Still. When someone has long held a position, we expect at least gradual behavioral change.  We also expect them to take into account what they actually do before becoming completely committed to that position.  It's especially absurd to become a vocal advocate for (or against) some behavior, but totally ignore your own advice. That's just going too far!

To wit--how about George Rekers, Family Research Council co-founder and anti-gay advocate who went to Europe for ten days in the company of a "rent boy"?

And, sad to say, how about Al Gore buying his fourth luxury home?  What  a carbon footprint that guy has!
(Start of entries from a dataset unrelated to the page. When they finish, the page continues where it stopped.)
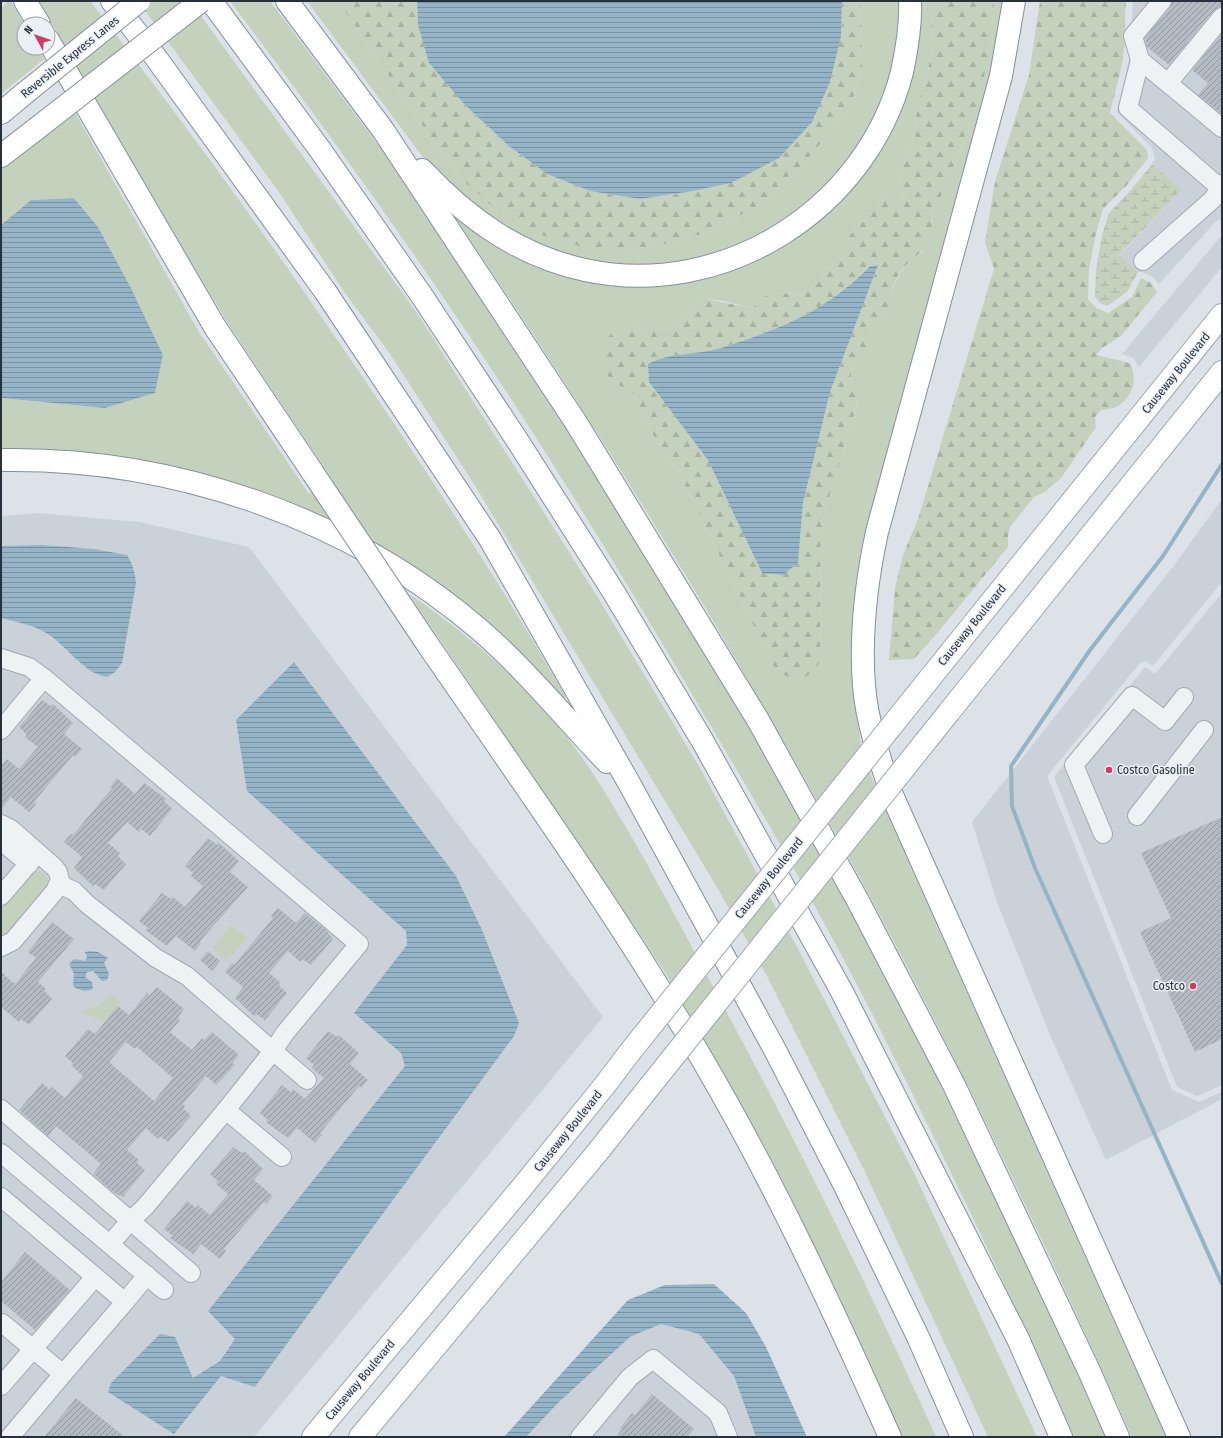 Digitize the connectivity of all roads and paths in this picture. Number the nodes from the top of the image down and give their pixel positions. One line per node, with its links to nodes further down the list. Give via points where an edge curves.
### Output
1 (25, 1): 10 (main road)
2 (112, 1): 29 (main road, via 325,291 490,538)
3 (139, 1): 15 (main road, Reversible Express Lanes, bridge)
4 (201, 1): 18 (main road, bridge)
5 (211, 1): 63 (main road, via 321,151 426,302 604,577 702,740 841,990 1018,1339)
6 (287, 1): 17 (main road)
7 (910, 1): 17 (main road, via 910,32 898,87 887,115 860,162 829,199 812,214 766,244 712,266 650,276 617,275 585,270 531,253 505,240 461,208 443,193)
8 (1014, 1): 65 (main road, via 1001,76 876,532 866,593 864,687 870,723 892,795)
9 (1162, 1): 13 (lane, via 1133,36)
10 (34, 16)
11 (1222, 17): 14 (lane)
12 (56, 54): 61 (main road, bridge, via 215,327 636,951 701,1057 741,1128 808,1261)
13 (1140, 60): 14 (lane); 19 (lane, via 1128,108)
14 (1168, 83): 16 (lane)
15 (1, 113)
16 (1222, 128)
17 (383, 130): 64 (main road, via 575,421 758,720 858,901 954,1085)
18 (1, 156)
19 (1219, 194): 20 (lane)
20 (1143, 261)
21 (1222, 315): 58 (main road, Causeway Boulevard, bridge, via 605,1085)
22 (1222, 372): 59 (main road, bridge, via 596,1154)
23 (1, 460): 29 (main road, via 66,461 157,473 203,484 248,499 337,536 425,588 480,630 527,675)
24 (1, 658): 25 (lane, via 29,667)
25 (44, 678): 27 (lane); 38 (lane, via 359,944 284,1033)
26 (1184, 696): 32 (lane, via 1165,721 1132,696 1074,765)
27 (1, 730)
28 (1204, 730): 30 (lane)
29 (629, 783): 62 (main road, via 771,1043 845,1186 918,1337)
30 (1137, 816)
31 (1, 824): 34 (lane, via 11,829)
32 (1103, 834)
33 (1, 841): 34 (lane)
34 (33, 858): 35 (lane, via 56,869); 36 (lane)
35 (59, 884): 37 (lane, via 13,941); 38 (lane, via 74,891 151,954 187,976)
36 (1, 896)
37 (1, 947)
38 (273, 1051): 39 (lane); 41 (lane)
39 (307, 1080)
40 (1, 1109): 45 (lane)
41 (226, 1110): 43 (lane); 45 (lane, via 145,1207)
42 (1, 1153): 46 (lane)
43 (282, 1157)
44 (1, 1197): 49 (lane)
45 (131, 1220): 46 (lane); 47 (lane)
46 (110, 1244): 48 (lane)
47 (191, 1273)
48 (147, 1275): 50 (lane); 51 (lane)
49 (95, 1277): 51 (lane); 53 (lane)
50 (164, 1290)
51 (125, 1302): 54 (lane)
52 (1, 1323): 53 (lane)
53 (32, 1349): 54 (lane); 55 (lane)
54 (63, 1374): 57 (lane)
55 (1, 1386)
56 (724, 1434): 60 (lane, via 718,1413 653,1359 630,1377)
57 (10, 1437)
58 (313, 1437)
59 (360, 1437)
60 (580, 1437)
61 (890, 1437)
62 (962, 1437)
63 (1061, 1437)
64 (1118, 1437)
65 (1179, 1437)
In the first case, we'd want to see the man find more happy and healthy ways of being gay, and drop all the nonsensical advocacy.  In the second, the advocacy is fine, but I'm afraid the lifestyle is not.  Dear Al--You've really got to choose. Either you can promote environmental causes and greener lifestyles, or you can have lots of big, fancy houses.  You're not effective when you try to do both.


s. wallerstein said...

Most people are not consequentialists, and so whether one can trust another is more important to most people than whether the other is effective.
One basic measure of whether the other is trustworthy is whether his words and deeds match. Trust plays a very key role in human relations.

Wayne said...

But why should what Al Gore does at home really affect how effective he is? I know that it does... but why? Is it that most people just don't see that hypocrisy is really rather irrelevant to the issue of global warming?

Maybe Al is a victim of a kind of "halo effect" He participates in a lot of activism, so he feels like he can live in a big mansion.

If I'm an advocate for giving to the poor (and I am), does it make me a hypocrite to spend my money on books and movies? Maybe I'm not the best example for this.... If Peter Singer were to go see Iron Man 2 this weekend, would he be a hypocrite? Would that diminish what he's arguing for? Singer would be a good example of being a vocal advocate for giving all but our bare necessities (broadly defined) to the poor, but ignores his own advice.

s. wallerstein said...

Wayne: Most people, including myself, don't trust many people or institutions these days: we don't trust the media, politicians, big business, etc.
As a result, we search for someone or something to believe in, since it is hard to live in a world without trust. Hence, our priority is not so much to find the best cause as to find a cause we can trust. Al Gore warns us about global warming; we want to believe him and to believe in him.
We see that Al Gore does not practice what he preaches. Ergo, the trust factor breaks down again.
We turn away not only from Al Gore, but also from the cause of global warming. I'm simplying greatly, but my sense is that most people's minds work that way on some level. That is why many people (not me) are attracted to dogmatic causes: they believe in them because of the fervor of the discourse. I'm not saying that that is the way we should reason, but that is the way many of us do reason, and any cause, including that of global warming or animal rights, has to take that into account.

Jean Kazez said...

Maybe I didn't phrase this carefully enough (trying to grade papers...groan).

I wouldn't say you have to be a saint before you speak out. You should not be a sinner though. I'd say at this point, with 4 homes, Gore is a sinner, and that undermines his ability to tell people to "go green." When you say "go green" you have to convey that it's really possible, and his behavior says it isn't!

Singer, I think, is neither saint nor sinner. I believe he does have a modest lifestyle (OK, I'm guessing). It says on his website (or somewhere) that he enjoys surfing. That's not the same as enjoying Mediterranean cruises.

So, it's a matter of degree. Yes, maybe Al is suffering from the halo effect. Sounds good to me!